Opinion
No. LLI-CV 05-4002868 S
March 24, 2006
MEMORANDUM OF DECISION
This is a motion to strike the plaintiffs' complaint on the basis of municipal immunity. This motion must be denied because the plaintiffs have pled legally sufficient facts to sustain their claims and to show that they may fit into the identifiable person-imminent harm exception to governmental immunity under § 52-557n.
FACTS
The plaintiffs, Morgan Thornsberry and his mother, Holly Zaborowski, filed suit against the defendants, the town of New Milford, Gary Leavitt, Brian Hembrook, and Jessica O'Connor, all employees of New Milford Youth Agency (NMYA). The complaint alleges the following facts: NMYA is an after school program for children in New Milford that is run by the town; employees of NMYA are municipal employees. On September 23, 2003, Thornsberry, who was enrolled in the after school program and in attendance at Northville Elementary School, fell from a basketball rim, that it appears he had climbed up onto, onto the concrete on the school playground. As a result of that fall, the plaintiffs allege that he suffered severe injuries.

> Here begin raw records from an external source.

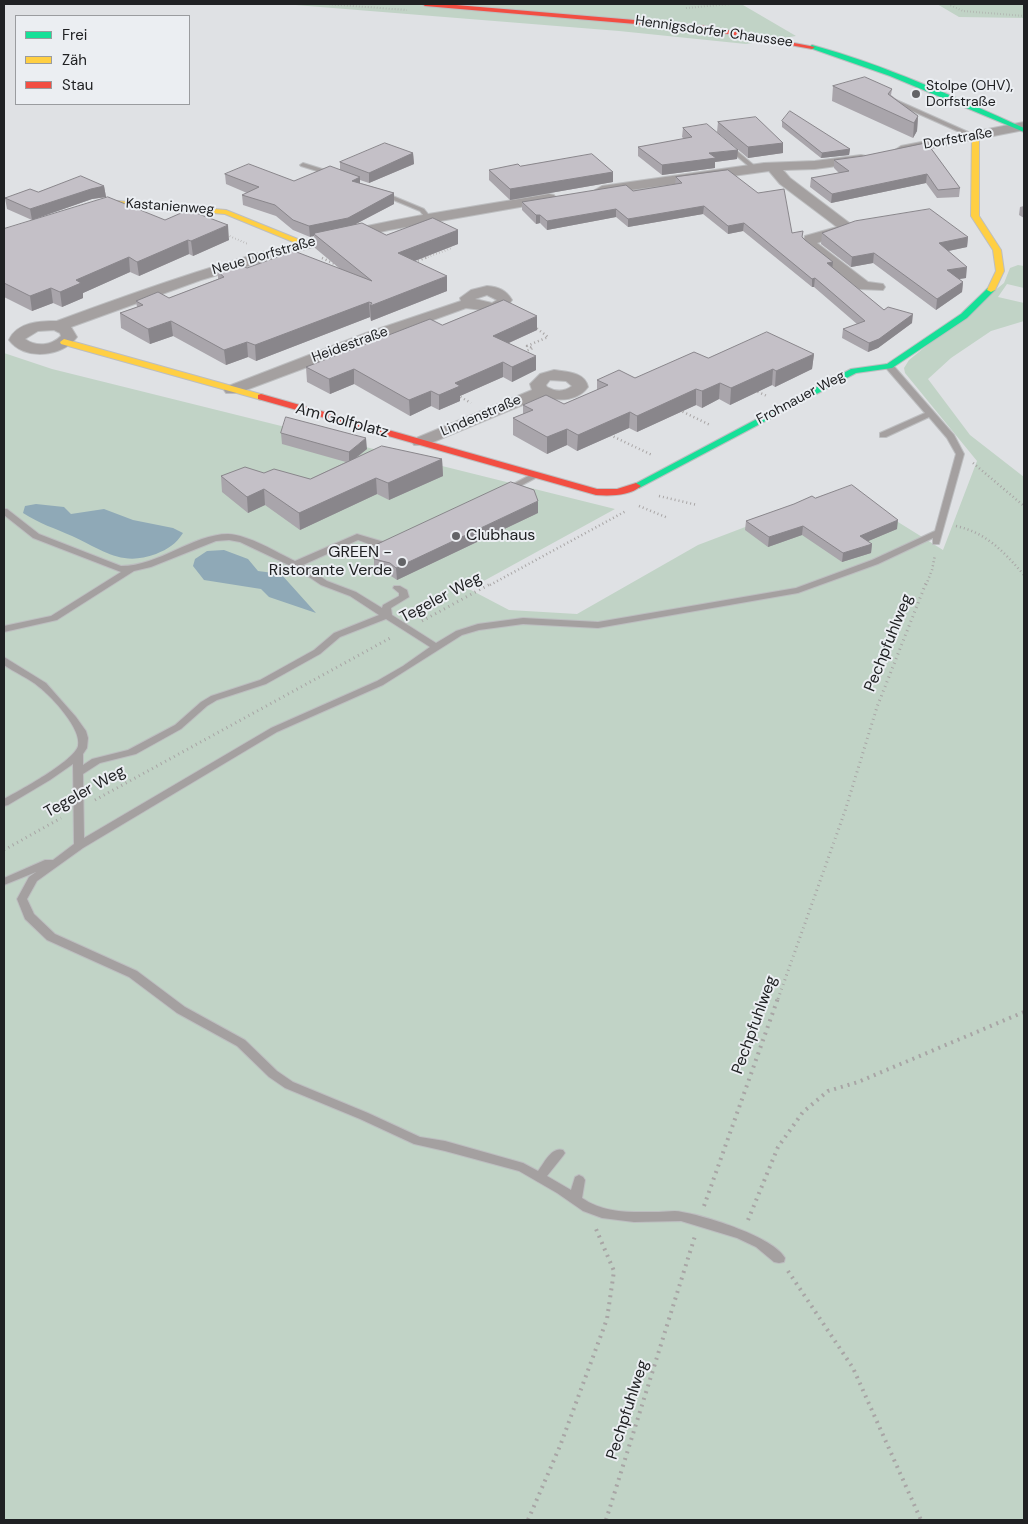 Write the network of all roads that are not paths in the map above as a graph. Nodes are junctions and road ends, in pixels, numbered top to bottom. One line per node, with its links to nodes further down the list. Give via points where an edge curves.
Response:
1 (426, 4): 3 (street, Hennigsdorfer Chaussee, via 706,28 794,43 846,56)
2 (889, 99): 4 (lane)
3 (1022, 128): 4 (street, Dorfstraße)
4 (975, 137): 6 (street, Dorfstraße); 22 (street, Frohnauer Weg, via 975,216 997,250 1000,271 990,292 964,316)
5 (720, 139): 10 (lane)
6 (889, 153)
7 (871, 157): 9 (street)
8 (303, 164): 11 (lane)
9 (773, 167): 10 (street); 18 (street, via 786,181 847,228 810,239 810,244 864,286)
10 (754, 168): 13 (street)
11 (343, 177)
12 (373, 189): 16 (lane, via 422,210)
13 (588, 192)
14 (560, 196): 16 (street, Neue Dorfstraße)
15 (74, 215): 17 (street, Kastanienweg, via 111,203 226,212)
16 (429, 219): 17 (street, Neue Dorfstraße)
17 (301, 245): 20 (street, Neue Dorfstraße, via 172,284)
18 (878, 287)
19 (469, 303): 23 (street, Heidestraße, via 365,338)
20 (59, 326): 21 (street, via 69,333 70,337); 21 (street, Neue Dorfstraße, via 17,329 17,340 27,347 48,348)
21 (64, 342): 23 (street, Am Golfplatz)
22 (888, 366): 25 (lane); 29 (street, Frohnauer Weg, via 854,371 838,378 632,489)
23 (232, 390): 27 (street, Am Golfplatz)
24 (542, 391): 27 (street, Lindenstraße)
25 (930, 414): 26 (lane); 32 (lane, via 951,436 960,454)
26 (883, 435)
27 (420, 442): 28 (street, Am Golfplatz)
28 (537, 475): 29 (street, Am Golfplatz, via 596,492); 30 (lane)
29 (620, 492)
30 (493, 496)
31 (4, 511): 36 (lane, via 36,536 111,566)
32 (939, 532): 34 (lane); 40 (lane, via 875,562 798,590 598,625 523,621 478,626)
33 (400, 538): 35 (lane, via 385,545 358,537)
34 (936, 542)
35 (295, 565): 36 (lane, via 257,545 229,537 201,542); 38 (lane, via 324,583 353,594)
36 (132, 569): 39 (lane, via 54,618)
37 (397, 588): 38 (lane, via 404,592 404,597 386,607)
38 (387, 616): 40 (lane); 43 (lane, via 338,636 317,652 263,682 214,698 178,727 132,752 96,761)
39 (4, 629)
40 (436, 647): 45 (lane, via 380,683 274,730)
41 (4, 660): 42 (lane, via 42,685 81,730 82,748)
42 (78, 754): 43 (lane); 44 (lane, via 42,781)
43 (78, 773): 45 (lane)
44 (4, 803)
45 (79, 846): 46 (lane); 48 (lane, via 33,879 22,900 30,916 52,937 134,974 181,1010 241,1043 289,1085 418,1141 523,1168)
46 (4, 882)
47 (559, 1153): 48 (lane)
48 (540, 1178): 50 (lane)
49 (580, 1180): 50 (lane)
50 (575, 1199): 51 (lane, via 606,1215 681,1216 700,1221 741,1234)
51 (779, 1258) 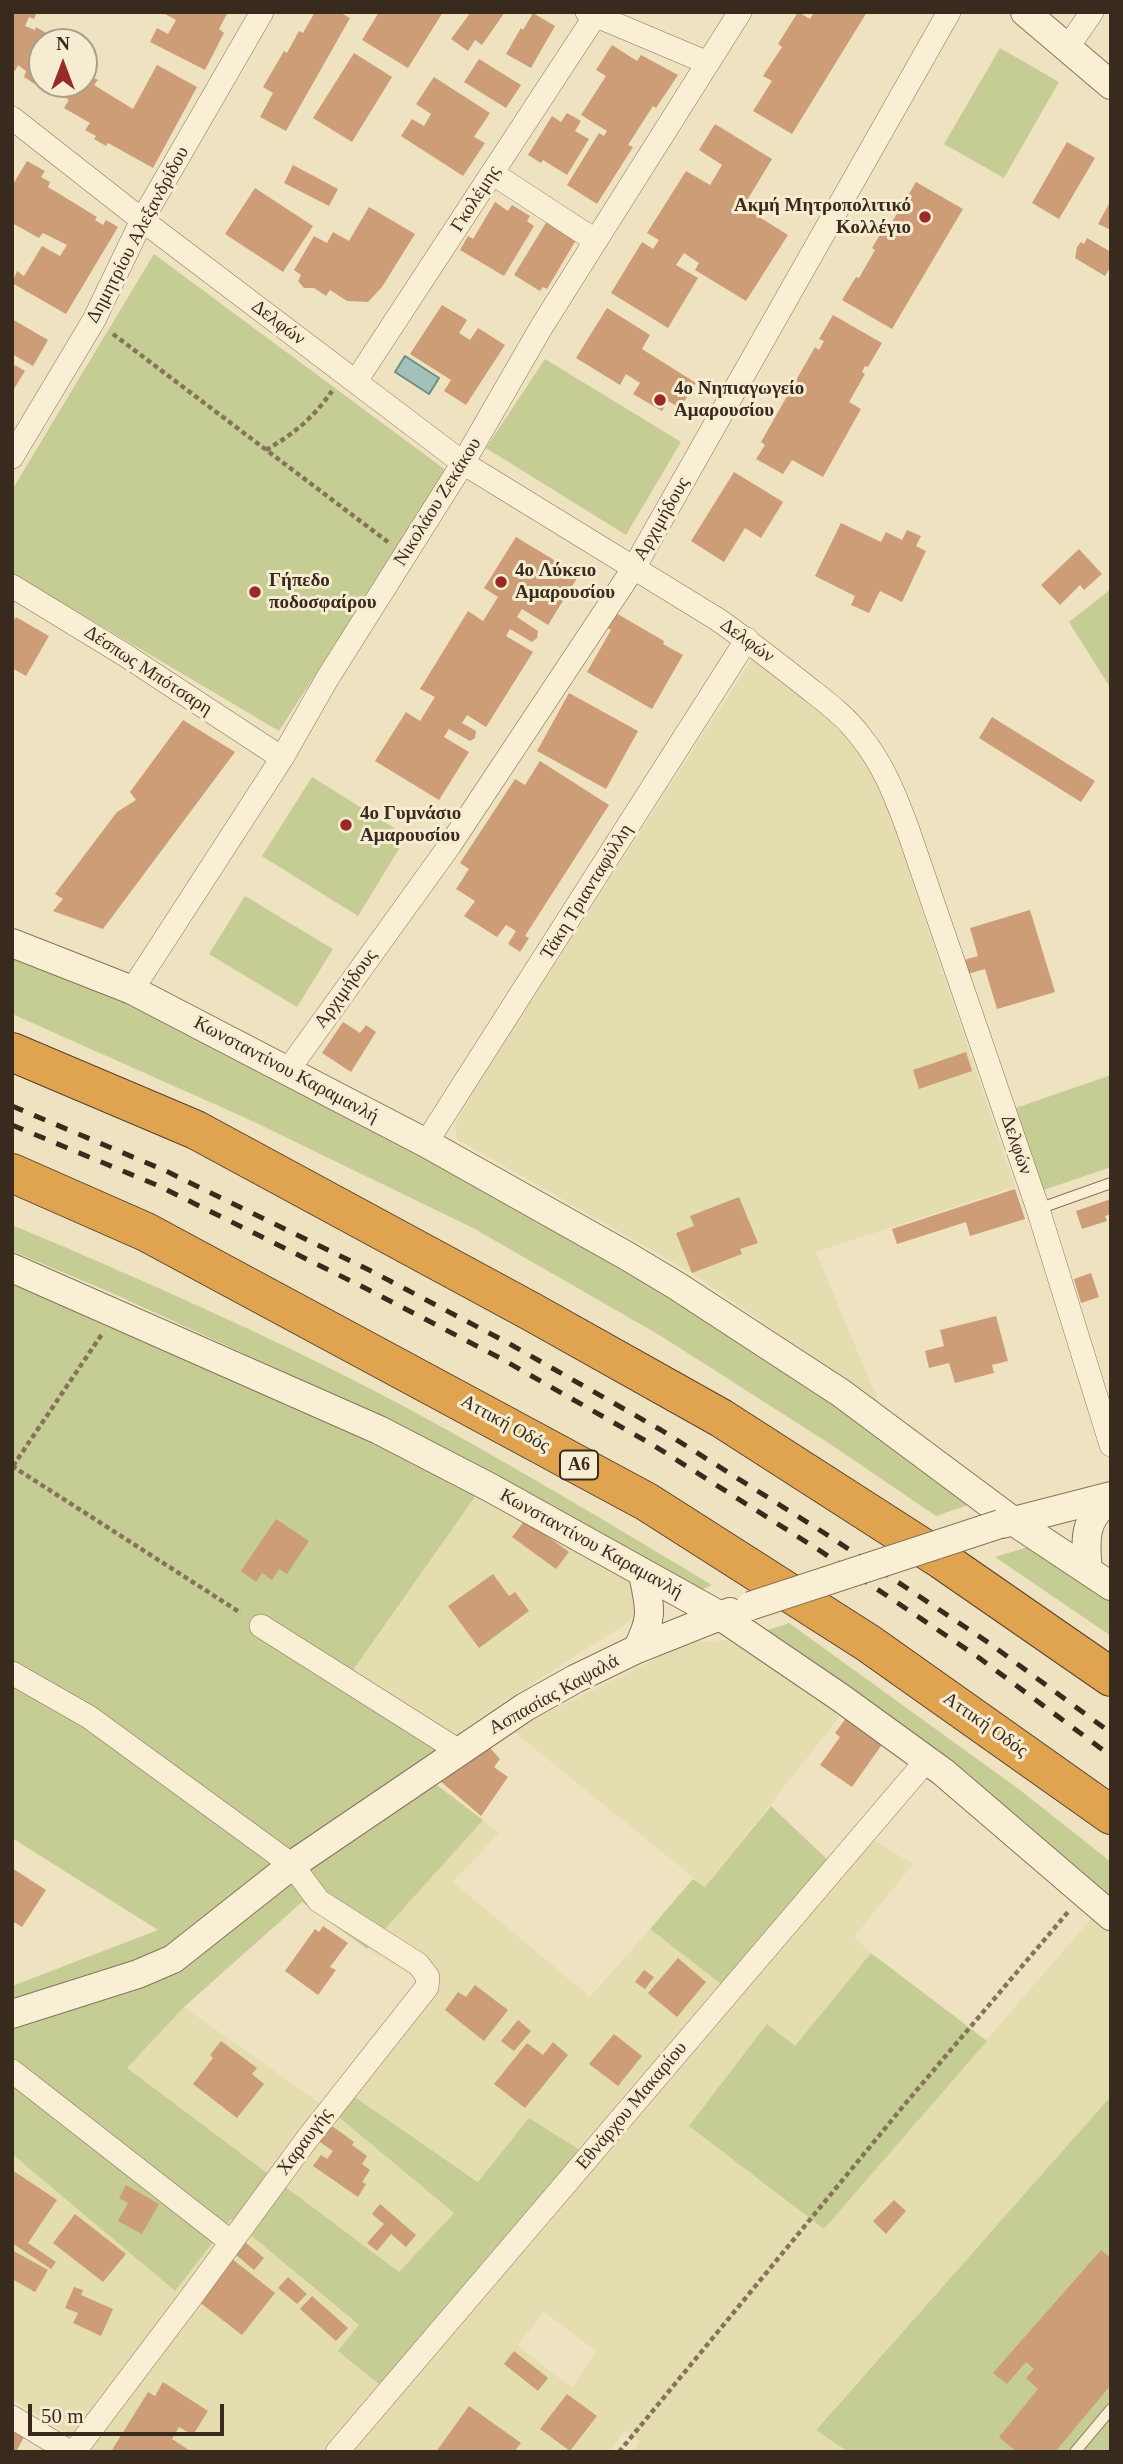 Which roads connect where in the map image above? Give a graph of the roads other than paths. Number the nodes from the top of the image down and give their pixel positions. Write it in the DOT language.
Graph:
graph roads {
  1 [pos="262,12"];
  2 [pos="740,12"];
  3 [pos="949,12"];
  4 [pos="1025,12"];
  5 [pos="1092,12"];
  6 [pos="591,14"];
  7 [pos="1068,47"];
  8 [pos="708,63"];
  9 [pos="1111,85"];
  10 [pos="12,118"];
  11 [pos="492,173"];
  12 [pos="142,220"];
  13 [pos="596,241"];
  14 [pos="350,377"];
  15 [pos="12,457"];
  16 [pos="463,463"];
  17 [pos="635,566"];
  18 [pos="12,586"];
  19 [pos="747,639"];
  20 [pos="282,758"];
  21 [pos="12,943"];
  22 [pos="132,990"];
  23 [pos="12,1052"];
  24 [pos="288,1070"];
  25 [pos="426,1143"];
  26 [pos="12,1173"];
  27 [pos="1111,1182"];
  28 [pos="1038,1209"];
  29 [pos="12,1268"];
  30 [pos="1111,1445"];
  31 [pos="1111,1498"];
  32 [pos="1007,1523"];
  33 [pos="1088,1570"];
  34 [pos="643,1574"];
  35 [pos="1111,1586"];
  36 [pos="719,1615"];
  37 [pos="261,1626"];
  38 [pos="638,1649"];
  39 [pos="12,1673"];
  40 [pos="1111,1677"];
  41 [pos="459,1751"];
  42 [pos="926,1761"];
  43 [pos="1111,1815"];
  44 [pos="292,1865"];
  45 [pos="1111,1916"];
  46 [pos="12,2014"];
  47 [pos="12,2071"];
  48 [pos="231,2242"];
  49 [pos="1111,2409"];
  50 [pos="12,2417"];
  51 [pos="72,2452"];
  52 [pos="337,2452"];
  53 [pos="1075,2452"];
  1 -- 12 [label="street, Δημητρίου Αλεξανδρίδου"];
  2 -- 8 [label="street, Νικολάου Ζεκάκου"];
  3 -- 17 [label="street, Αρχιμήδους"];
  4 -- 7 [label="street"];
  5 -- 7 [label="street"];
  6 -- 8 [label="street"];
  6 -- 11 [label="street, Γκολέμης"];
  7 -- 9 [label="street"];
  8 -- 13 [label="street, Νικολάου Ζεκάκου"];
  10 -- 12 [label="street, Δελφών"];
  11 -- 13 [label="street"];
  11 -- 14 [label="street, Γκολέμης"];
  12 -- 14 [label="street, Δελφών"];
  12 -- 15 [label="street, Δημητρίου Αλεξανδρίδου"];
  13 -- 16 [label="street, Νικολάου Ζεκάκου"];
  14 -- 16 [label="street, Δελφών"];
  16 -- 17 [label="street, Δελφών"];
  16 -- 20 [label="street, Νικολάου Ζεκάκου"];
  17 -- 19 [label="street, Δελφών"];
  17 -- 24 [label="street, Αρχιμήδους"];
  18 -- 20 [label="street, Δέσπως Μπότσαρη"];
  19 -- 25 [label="street, Τάκη Τριανταφύλλη"];
  19 -- 28 [label="street, Δελφών"];
  20 -- 22 [label="street, Νικολάου Ζεκάκου"];
  21 -- 22 [label="street, Κωνσταντίνου Καραμανλή"];
  22 -- 24 [label="street, Κωνσταντίνου Καραμανλή"];
  23 -- 40 [label="highway"];
  24 -- 25 [label="street, Κωνσταντίνου Καραμανλή"];
  25 -- 32 [label="street, Κωνσταντίνου Καραμανλή"];
  26 -- 43 [label="highway, Αττική Οδός / Α6"];
  27 -- 28 [label="lane"];
  28 -- 30 [label="street, Δελφών"];
  29 -- 34 [label="street, Κωνσταντίνου Καραμανλή"];
  31 -- 32 [label="street, Ασπασίας Καψαλά"];
  31 -- 33 [label="street"];
  32 -- 33 [label="street, Κωνσταντίνου Καραμανλή"];
  32 -- 36 [label="street, Ασπασίας Καψαλά, bridge"];
  33 -- 35 [label="street, Κωνσταντίνου Καραμανλή"];
  34 -- 36 [label="street, Κωνσταντίνου Καραμανλή"];
  34 -- 38 [label="street"];
  36 -- 38 [label="street, Ασπασίας Καψαλά"];
  36 -- 42 [label="street, Κωνσταντίνου Καραμανλή"];
  37 -- 41 [label="street"];
  38 -- 41 [label="street, Ασπασίας Καψαλά"];
  39 -- 44 [label="street"];
  41 -- 44 [label="street, Ασπασίας Καψαλά"];
  42 -- 45 [label="street, Κωνσταντίνου Καραμανλή"];
  42 -- 52 [label="street, Εθνάρχου Μακαρίου"];
  44 -- 46 [label="street, Ασπασίας Καψαλά"];
  44 -- 48 [label="street, Χαραυγής"];
  47 -- 48 [label="street"];
  48 -- 51 [label="street, Χαραυγής"];
  49 -- 53 [label="lane"];
  50 -- 51 [label="street"];
}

The plaintiffs claim that Thornsberry's injuries and losses were caused by the negligence of the town and its employees in several ways, including their failure to supervise Thornsberry, the failure to not have a sufficient number of counselors on hand, the failure to properly train their supervisors, and the fact that the supervisors allowed Thornsberry to climb up on a basketball rim and hang from it over a concrete basketball court.
DISCUSSION
"The purpose of a motion to strike is to contest . . . the legal sufficiency of the allegations of any complaint to state a claim upon which relief can be granted . . ." (Citations omitted; internal quotation marks omitted.) Fort Trumbull Conservancy, LLC v. Alves, 262 Conn. 480, 498, 815 A.2d 1188 (2003). "In ruling on a motion to strike, the court must assume the truth of both the specific factual allegations and any facts fairly provable thereunder. In doing so, moreover, [the court should] read the allegations broadly, rather than narrowly . . ." (Citation omitted; internal quotation marks omitted.) Campbell v. Plymouth, 74 Conn.App. 67, 77, 811 A.2d 243 (2002). "If a motion to strike is directed to the entire complaint, the motion must fail if any of the plaintiff's claims is legally sufficient . . ." (Citation omitted; internal quotation marks omitted.) Depot Square Bus. Center v. Charbonneau, Superior Court, judicial district of Waterbury, Docket No. CV04 01844715 (April 12, 2005, Agati, J.). "It is fundamental that in determining the sufficiency of a complaint challenged by a defendant's motion to strike, all well-pleaded facts and those facts necessarily implied from the allegations are taken as admitted . . ." (Citation omitted; internal quotation marks omitted.) Commissioner of Labor v. C.J.M. Services, Inc., 268 Conn. 283, 292, 842 A.2d 1124 (2004).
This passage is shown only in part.